= Leo George Rigler =

American radiologist (1896–1979)

Leo George Rigler (16 October 1896 in Minneapolis – 25 October 1979) was an American radiologist remembered for describing Rigler's sign.

== Biography ==
Leo Rigler attended the University of Minnesota, receiving a B.S. in 1917, B.M. in 1919 and M.D. in 1920. He undertook his internship at the St. Louis City Hospital where he watched pioneering radiologist Dr. Leroy Sante perform fluoroscopy, and realised the potential of this new technique. He worked as a general practitioner in New England, North Dakota, but returned to the University of Minnesota after a short time. He then worked as a teaching fellow in internal medicine for a year, becoming responsible for the radiology service. He then undertook a 3-year post as radiologist at the Minneapolis General Hospital. During this time he also trained in radiology at the Battle Creek Sanatorium and the University of Michigan.

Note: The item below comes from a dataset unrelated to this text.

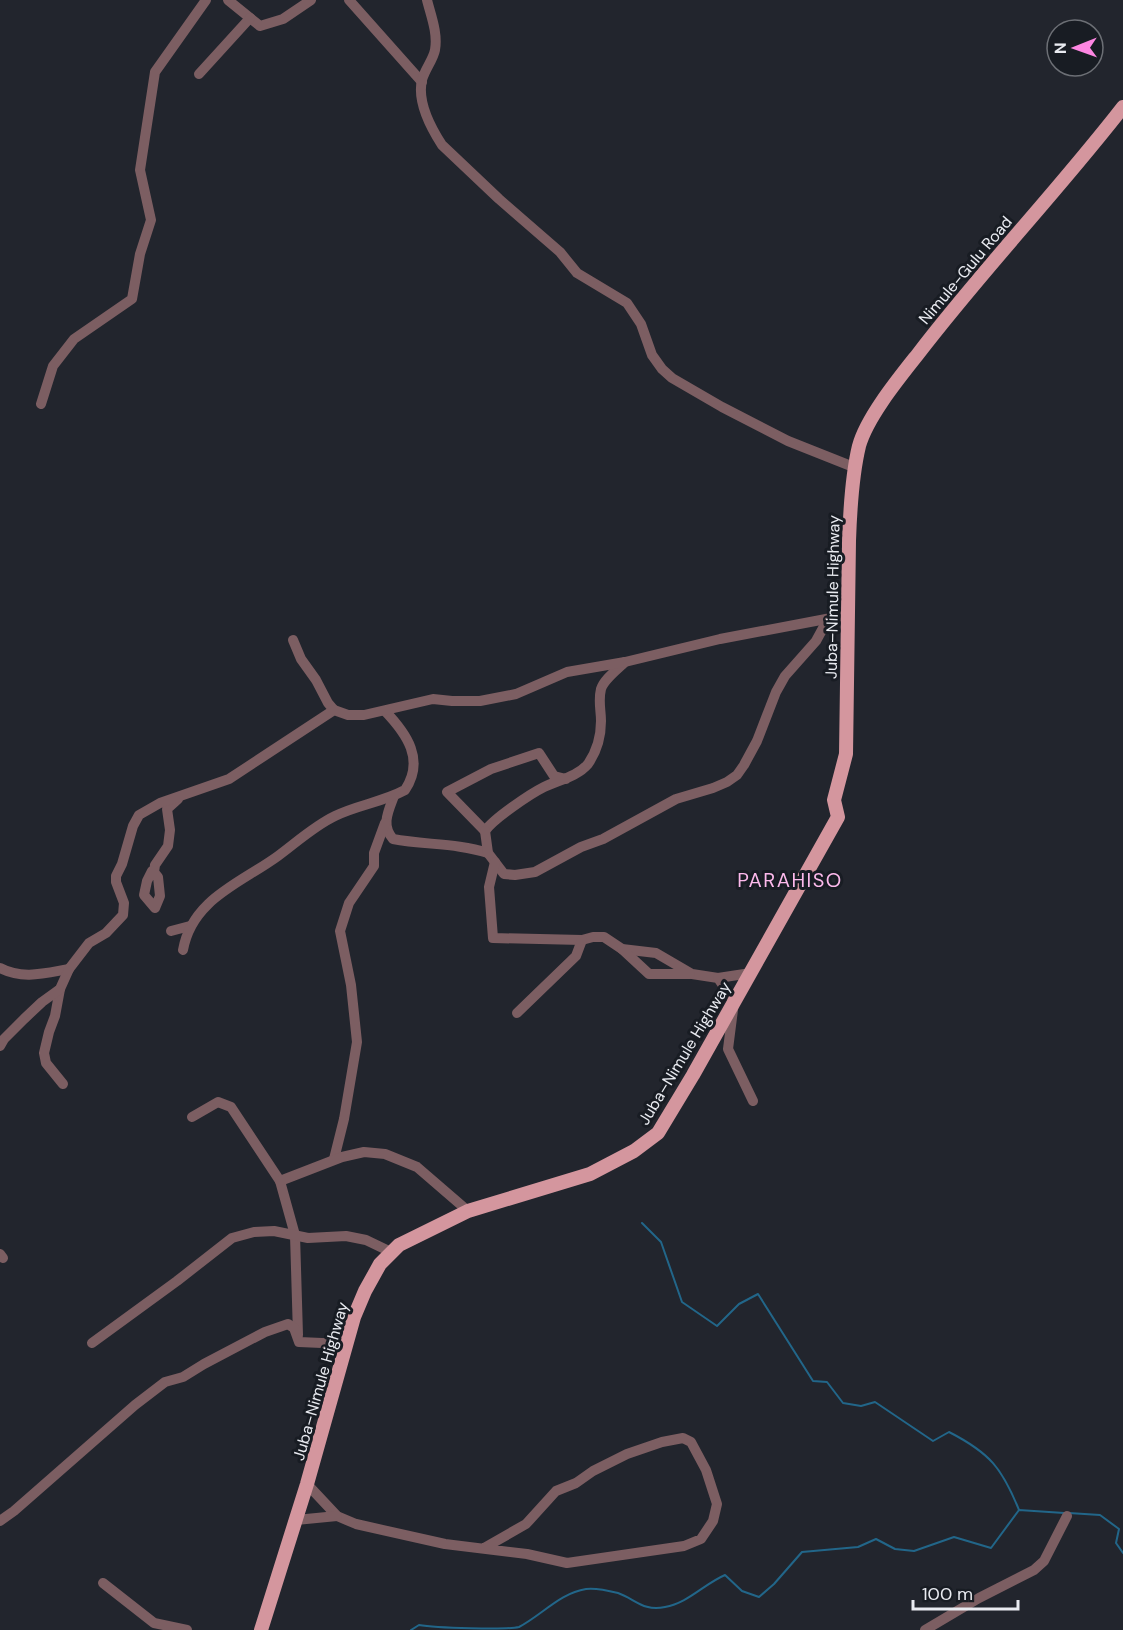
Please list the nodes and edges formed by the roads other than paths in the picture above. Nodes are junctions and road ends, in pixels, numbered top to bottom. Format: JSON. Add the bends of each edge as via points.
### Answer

In 1924 he travelled to Europe with funding from the University of Minnesota Medical School. He spent most of the year in Stockholm at the Karolinska Institute. On his return he was appointed associate professor of radiology at the age of 31, and became full professor two years later. He was certified by the American Board of Radiology in 1934, the 68th person to be recognised in this way. He founded a postgraduate radiology course in 1936. He became the first full-time chairman of radiology at the University of Minnesota in 1933 at the age of 37, a position he held until 1957.

He then moved to California, becoming the executive director of the Cedars-Sinai Medical Center until 1963. He then became professor of radiology at the University of California, Los Angeles at the age of 67, and directed the postgraduate radiology training. He continued in this post until his death in 1979.

After the Second World War he worked with the World Health Organization to improve clinical radiology in a number of countries including India, Iran and Israel. He published over 200 articles and edited six books. The radiology research facility at UCLA was opened in 1971 and named the Leo G. Rigler Center for Radiological Sciences.

A collection of his papers is held at the National Library of Medicine in Bethesda, Maryland.